Wintertime northern Labrador sounds so romantic – images of trappers coming flooding across my mind. The train runs infrequently (twice a week?), and today is the northward journey. It’s chaos at the train station, gear piled up on freight pallets being weighted and sorted for loading into box cars. The passenger cars are fully loaded as well since kids have a week off school and families are heading into bush camps to hunt. All seats are taken by sprawling arms, legs, bulky coats, overflowing plastic shopping bags, with exception of the smoking car. Our polite group scrambles awkwardly with such bald competition.
The train departs slowly, shunting out of the rail yard…about km 12, peek a boo views of a fantastic gorge line the west side of the tracks – must be the Moise river, running open, black waters foaming and wild. Ice flows dangle and swirl, pushed like bumper cars, jostling for space. I hang out between the cars to take a photo but hydro lines interfere. Thirty km upstream, the valley opens into broad tree lined valley with more gentle rolling slopes. The rail line eventually splits away from the river and the train is surrounded by boreal forest.

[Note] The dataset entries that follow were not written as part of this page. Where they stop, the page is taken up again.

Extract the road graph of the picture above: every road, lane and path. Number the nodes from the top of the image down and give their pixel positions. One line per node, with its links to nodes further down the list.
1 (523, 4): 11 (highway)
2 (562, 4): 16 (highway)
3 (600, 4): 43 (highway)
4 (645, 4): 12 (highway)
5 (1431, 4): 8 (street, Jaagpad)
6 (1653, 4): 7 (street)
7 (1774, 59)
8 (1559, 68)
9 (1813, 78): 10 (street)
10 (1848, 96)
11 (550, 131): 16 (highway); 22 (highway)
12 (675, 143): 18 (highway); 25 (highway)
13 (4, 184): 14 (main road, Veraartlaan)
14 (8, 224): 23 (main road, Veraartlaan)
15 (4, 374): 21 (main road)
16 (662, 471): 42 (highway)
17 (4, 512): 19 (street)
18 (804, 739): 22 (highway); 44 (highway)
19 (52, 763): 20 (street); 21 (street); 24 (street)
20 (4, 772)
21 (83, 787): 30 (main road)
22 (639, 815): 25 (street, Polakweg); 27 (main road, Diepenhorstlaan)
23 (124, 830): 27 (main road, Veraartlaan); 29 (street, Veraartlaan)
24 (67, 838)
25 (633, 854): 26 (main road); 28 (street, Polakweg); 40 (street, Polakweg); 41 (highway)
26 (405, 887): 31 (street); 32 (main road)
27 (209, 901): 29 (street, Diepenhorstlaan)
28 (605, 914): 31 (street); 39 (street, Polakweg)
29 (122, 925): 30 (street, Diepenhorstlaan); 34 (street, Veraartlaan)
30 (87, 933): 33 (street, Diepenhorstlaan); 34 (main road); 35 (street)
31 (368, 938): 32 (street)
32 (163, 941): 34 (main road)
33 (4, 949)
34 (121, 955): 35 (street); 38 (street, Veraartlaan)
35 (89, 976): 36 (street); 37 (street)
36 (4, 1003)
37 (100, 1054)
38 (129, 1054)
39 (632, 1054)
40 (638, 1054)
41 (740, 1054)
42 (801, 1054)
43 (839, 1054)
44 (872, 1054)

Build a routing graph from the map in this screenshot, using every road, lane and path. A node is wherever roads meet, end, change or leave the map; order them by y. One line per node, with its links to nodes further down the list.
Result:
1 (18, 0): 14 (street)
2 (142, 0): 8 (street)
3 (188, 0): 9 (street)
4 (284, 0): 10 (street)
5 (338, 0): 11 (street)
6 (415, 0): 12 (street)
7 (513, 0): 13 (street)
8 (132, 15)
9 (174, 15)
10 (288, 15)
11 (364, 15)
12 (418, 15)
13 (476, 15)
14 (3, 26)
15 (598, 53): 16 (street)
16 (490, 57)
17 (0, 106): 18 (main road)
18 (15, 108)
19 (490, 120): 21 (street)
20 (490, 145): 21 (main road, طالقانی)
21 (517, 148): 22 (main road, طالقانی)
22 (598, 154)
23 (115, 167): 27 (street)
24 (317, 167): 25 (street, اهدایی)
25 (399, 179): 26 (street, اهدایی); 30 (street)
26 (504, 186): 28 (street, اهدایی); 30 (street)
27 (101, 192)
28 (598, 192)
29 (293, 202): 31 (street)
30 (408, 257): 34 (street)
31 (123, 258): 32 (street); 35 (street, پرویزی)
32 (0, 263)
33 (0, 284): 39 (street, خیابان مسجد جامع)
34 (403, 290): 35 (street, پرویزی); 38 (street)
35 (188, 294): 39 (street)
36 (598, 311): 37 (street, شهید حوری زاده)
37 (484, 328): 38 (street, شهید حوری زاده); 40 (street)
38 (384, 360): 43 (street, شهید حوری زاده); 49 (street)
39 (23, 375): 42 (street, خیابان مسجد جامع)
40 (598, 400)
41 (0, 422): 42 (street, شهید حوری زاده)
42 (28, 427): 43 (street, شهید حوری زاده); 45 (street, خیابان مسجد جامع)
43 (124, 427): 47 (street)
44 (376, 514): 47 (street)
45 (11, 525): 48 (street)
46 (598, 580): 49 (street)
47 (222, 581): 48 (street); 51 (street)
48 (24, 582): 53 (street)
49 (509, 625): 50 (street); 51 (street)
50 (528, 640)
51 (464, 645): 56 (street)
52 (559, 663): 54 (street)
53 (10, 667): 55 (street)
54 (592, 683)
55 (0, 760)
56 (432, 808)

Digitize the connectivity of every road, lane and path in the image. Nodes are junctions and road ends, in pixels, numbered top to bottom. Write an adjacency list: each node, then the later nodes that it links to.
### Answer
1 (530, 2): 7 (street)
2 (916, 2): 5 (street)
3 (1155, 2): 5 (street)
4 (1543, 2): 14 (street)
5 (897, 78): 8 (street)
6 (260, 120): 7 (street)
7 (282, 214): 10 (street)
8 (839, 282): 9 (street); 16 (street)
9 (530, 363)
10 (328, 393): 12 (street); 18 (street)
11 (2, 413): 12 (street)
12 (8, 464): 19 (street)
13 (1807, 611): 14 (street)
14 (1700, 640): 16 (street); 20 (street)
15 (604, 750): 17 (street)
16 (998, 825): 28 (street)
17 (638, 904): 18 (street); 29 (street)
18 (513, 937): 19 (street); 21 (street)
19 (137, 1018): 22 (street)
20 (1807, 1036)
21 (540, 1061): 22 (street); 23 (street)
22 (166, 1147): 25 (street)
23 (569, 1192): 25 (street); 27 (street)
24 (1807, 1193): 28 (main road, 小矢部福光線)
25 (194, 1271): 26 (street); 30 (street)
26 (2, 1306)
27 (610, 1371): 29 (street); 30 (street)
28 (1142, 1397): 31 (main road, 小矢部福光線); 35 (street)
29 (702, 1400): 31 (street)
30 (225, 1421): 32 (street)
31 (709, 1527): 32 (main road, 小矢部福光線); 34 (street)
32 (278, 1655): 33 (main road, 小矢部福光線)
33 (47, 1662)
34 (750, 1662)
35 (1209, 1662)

People are getting dropped off the train in small family groups. Met by snowmobiles, they disappear into wood cabins belching smoke from rusted chimneys. The trees change more to black spruce from deciduous trees, the wind also changes, swinging from south to the north. Its cold and blowing, gray and over cast outside. The train has ‘lost power’ according to the conductor and ‘must go backwards’ at Ross Bay Junction. However, we wait for 60 minutes not moving at all – its dark and I fall asleep.
Later, snow encrusted men stamp board the train, stamping their feet of excess snow and calling laughing loud to their friends. I wake and unabashedly listen, vainly trying to understand with long forgotten high school French. The train regains forward motion with odd lurches and bumps, the snowplow on the front of the engine breaking through snowdrifts on the tracks. At midnight, we still haven’t reached Menihek. The sky has cleared, a full moon looks over the developing ground blizzard. Finally, we arrive at 2:15am! The supposedly 10 hour trip has taken about 17 hours to cover a distance of 531 km (330 miles)…
Upon disembarking I’m immediately cold, the wind cutting through my ‘arctic’ parka. Its only 500 M to the house and I’m chilled to the bone. How am I going to survive the next 2 weeks? Most head immediately for bed, the floor but I’m too wired to sleep. Donning all layers I brought, I return outside with the camera until 3am just to watch and listen to the wind howl. To a southern city gal, it’s hard to believe that we are going to be tenting for 2 weeks in this vicious extreme environment. I question what am I doing here.